Serving Multiple Bots from Django Backend

Hey guys,

I’m currently trying to serve multiple bots (running different models) and to allow users to interact with it on a website. I’ve had a look at the following:, and, but I’m still having trouble figuring out how it can be done.

Some of the solutions I’ve considered are either:

  1. serve the bot on a HTTP server and have my website interact with the Rasa HTTP server
  2. Create the website on Django Framework or REST API, and run Rasa Core and NLU on the backend.

Which of these would you recommend? Are there better alternatives? And, could anyone please briefly explain how this can be done (with multiple bot models and instances running)?

Any help would be greatly appreciated!


After a bit more digging around, I’ve decided to go with the Django backend. Looks like it should be able to handle running the bots as well as connecting them to a web page.

Hello Raymond,

I have implemented this using Flask. What I did was create my own server and not using the Rasa HTTP server. My server has an “initiateConversation” endpoint where I create a unique ID. I have another endpoint that takes that id and a message. I then take that id and message and simply call

agent = Agent.load() //Whatever model you want to load

agent.send_message(text_message=message, sender_id=unique_id)

This will allow you to create one agent instance of a model, have multiplt conversations.

Regarding having more than one model , simply instantiate more than one agent that loads different models:

agent1 = Agent.load(model1, interpreter1)

agent2 = Agent.load(model2, interpreter2)

Then have your endpoints figure out which agent should handle the message and which conversation it is on.

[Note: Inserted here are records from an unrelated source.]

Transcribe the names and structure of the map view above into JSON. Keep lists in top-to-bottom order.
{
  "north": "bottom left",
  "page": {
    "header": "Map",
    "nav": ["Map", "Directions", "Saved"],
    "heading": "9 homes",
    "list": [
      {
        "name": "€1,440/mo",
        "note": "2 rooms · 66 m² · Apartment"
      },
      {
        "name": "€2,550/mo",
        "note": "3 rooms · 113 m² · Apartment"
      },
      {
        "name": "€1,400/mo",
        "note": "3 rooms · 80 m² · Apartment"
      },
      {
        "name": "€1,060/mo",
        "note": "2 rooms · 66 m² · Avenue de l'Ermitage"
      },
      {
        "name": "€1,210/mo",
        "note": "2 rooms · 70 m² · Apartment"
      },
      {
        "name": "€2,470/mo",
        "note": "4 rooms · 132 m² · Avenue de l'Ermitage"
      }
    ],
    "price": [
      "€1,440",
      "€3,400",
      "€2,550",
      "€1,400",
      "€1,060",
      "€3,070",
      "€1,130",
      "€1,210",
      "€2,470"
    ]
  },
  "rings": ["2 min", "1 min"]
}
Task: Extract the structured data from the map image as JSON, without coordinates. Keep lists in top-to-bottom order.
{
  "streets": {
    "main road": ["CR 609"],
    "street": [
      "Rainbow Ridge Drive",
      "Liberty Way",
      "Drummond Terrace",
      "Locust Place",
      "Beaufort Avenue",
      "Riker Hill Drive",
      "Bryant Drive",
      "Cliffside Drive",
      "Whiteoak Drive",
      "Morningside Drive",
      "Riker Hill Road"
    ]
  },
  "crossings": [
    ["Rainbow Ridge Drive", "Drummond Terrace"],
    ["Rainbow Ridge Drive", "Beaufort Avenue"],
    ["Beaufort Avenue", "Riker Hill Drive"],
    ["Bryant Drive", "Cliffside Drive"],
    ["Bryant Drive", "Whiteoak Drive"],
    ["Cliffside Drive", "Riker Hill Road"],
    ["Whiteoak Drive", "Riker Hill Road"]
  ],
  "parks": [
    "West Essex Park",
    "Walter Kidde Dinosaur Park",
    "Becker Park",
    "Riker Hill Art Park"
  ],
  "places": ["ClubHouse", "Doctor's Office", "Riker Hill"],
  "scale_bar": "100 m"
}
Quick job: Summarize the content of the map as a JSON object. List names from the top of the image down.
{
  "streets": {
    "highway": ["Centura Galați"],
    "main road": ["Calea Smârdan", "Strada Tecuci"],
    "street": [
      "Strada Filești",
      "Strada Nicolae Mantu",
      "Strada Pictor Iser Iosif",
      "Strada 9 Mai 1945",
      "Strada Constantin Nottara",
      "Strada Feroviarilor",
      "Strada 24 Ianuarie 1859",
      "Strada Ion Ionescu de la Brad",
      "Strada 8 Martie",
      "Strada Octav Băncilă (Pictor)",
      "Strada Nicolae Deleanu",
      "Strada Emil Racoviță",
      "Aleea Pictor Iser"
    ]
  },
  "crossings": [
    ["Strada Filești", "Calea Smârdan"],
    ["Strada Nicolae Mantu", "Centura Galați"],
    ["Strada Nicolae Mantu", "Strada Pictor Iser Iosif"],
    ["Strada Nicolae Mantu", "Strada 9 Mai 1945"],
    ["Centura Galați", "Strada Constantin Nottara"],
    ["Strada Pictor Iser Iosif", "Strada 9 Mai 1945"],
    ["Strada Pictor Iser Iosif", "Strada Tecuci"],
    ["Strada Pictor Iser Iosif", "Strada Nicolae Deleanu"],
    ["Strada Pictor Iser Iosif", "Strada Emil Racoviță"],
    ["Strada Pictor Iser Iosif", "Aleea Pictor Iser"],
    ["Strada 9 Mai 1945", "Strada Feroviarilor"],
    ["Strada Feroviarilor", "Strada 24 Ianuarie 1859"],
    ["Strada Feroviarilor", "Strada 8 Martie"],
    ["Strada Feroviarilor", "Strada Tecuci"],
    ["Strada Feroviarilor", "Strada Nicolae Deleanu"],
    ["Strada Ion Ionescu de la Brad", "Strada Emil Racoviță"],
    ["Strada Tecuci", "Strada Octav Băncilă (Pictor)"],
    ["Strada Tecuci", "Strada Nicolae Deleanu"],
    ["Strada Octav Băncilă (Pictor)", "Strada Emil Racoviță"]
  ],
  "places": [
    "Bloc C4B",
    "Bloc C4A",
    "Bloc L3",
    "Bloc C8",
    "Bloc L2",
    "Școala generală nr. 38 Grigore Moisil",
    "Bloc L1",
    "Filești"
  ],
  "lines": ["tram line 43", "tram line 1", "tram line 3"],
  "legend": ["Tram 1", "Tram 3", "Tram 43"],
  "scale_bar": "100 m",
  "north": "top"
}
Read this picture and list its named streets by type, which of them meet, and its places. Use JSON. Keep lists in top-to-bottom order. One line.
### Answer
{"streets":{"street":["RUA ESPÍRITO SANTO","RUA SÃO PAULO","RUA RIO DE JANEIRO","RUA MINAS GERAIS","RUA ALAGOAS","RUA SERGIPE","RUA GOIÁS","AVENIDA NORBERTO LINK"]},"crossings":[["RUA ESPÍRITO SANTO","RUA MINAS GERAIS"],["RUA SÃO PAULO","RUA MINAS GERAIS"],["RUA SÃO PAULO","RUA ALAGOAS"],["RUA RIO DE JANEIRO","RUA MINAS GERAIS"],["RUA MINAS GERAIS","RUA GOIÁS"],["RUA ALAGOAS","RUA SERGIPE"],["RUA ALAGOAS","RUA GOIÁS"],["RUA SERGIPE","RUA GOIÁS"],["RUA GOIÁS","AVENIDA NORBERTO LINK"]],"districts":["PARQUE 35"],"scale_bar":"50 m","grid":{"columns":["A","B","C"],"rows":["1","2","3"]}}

Hope this helps.


Thanks for the reply! I’m starting to work on something similar using Django (chose Django instead of Flask mainly for the ORM database support). For anyone else searching, these answers here give an idea of how it can work:

Hey @adrianhumphrey111, just a question regarding flask, is it able to handle multiple requests to multiple agents simultaneously? Just wondering as now I’m considering switching to flask, Django is a bit bulky and doesn’t seem to be able to handle multiple clients simultaneously.

Hey, how have you done that?

What I did was create a simple server running that takes all request through port 5000. This can run on your local host, in the cloud, or wherever you want to run the server. In the server file, I instantiated a agent instance.

agent = Agent.load()

Then I declared all of my app routes for flask. So every time you run


And start your server, you will create an agent instance loaded from your nlu model and your dialogue model. I then have a route on my server that takes get requests with the params

{ message: “Hello my name is Adrian”, sender_id: “alijf9424nn349348394n”}

Where the sender_id is a unique string. I returned the message by

return agent.handle_message(text_message=message, sender_id=sender_id)[0]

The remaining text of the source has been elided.